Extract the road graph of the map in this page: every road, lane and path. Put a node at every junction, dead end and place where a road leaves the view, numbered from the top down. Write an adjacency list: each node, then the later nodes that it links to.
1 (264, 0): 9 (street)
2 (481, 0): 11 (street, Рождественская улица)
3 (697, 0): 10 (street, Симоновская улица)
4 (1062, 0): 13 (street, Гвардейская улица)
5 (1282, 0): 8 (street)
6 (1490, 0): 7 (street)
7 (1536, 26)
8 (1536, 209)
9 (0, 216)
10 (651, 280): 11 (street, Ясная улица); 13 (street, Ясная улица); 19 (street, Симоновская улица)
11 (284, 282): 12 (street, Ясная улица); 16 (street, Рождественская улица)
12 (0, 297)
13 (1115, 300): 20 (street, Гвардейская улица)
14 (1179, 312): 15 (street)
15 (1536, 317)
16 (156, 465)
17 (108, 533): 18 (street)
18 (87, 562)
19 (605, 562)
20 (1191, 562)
--------------------------------------------------
## WHAT THE TASK REQUIRES
Write the material out once more, keeping each line exact.

## TASK SOLUTION
Extract the road graph of the map in this page: every road, lane and path. Put a node at every junction, dead end and place where a road leaves the view, numbered from the top down. Write an adjacency list: each node, then the later nodes that it links to.
1 (264, 0): 9 (street)
2 (481, 0): 11 (street, Рождественская улица)
3 (697, 0): 10 (street, Симоновская улица)
4 (1062, 0): 13 (street, Гвардейская улица)
5 (1282, 0): 8 (street)
6 (1490, 0): 7 (street)
7 (1536, 26)
8 (1536, 209)
9 (0, 216)
10 (651, 280): 11 (street, Ясная улица); 13 (street, Ясная улица); 19 (street, Симоновская улица)
11 (284, 282): 12 (street, Ясная улица); 16 (street, Рождественская улица)
12 (0, 297)
13 (1115, 300): 20 (street, Гвардейская улица)
14 (1179, 312): 15 (street)
15 (1536, 317)
16 (156, 465)
17 (108, 533): 18 (street)
18 (87, 562)
19 (605, 562)
20 (1191, 562)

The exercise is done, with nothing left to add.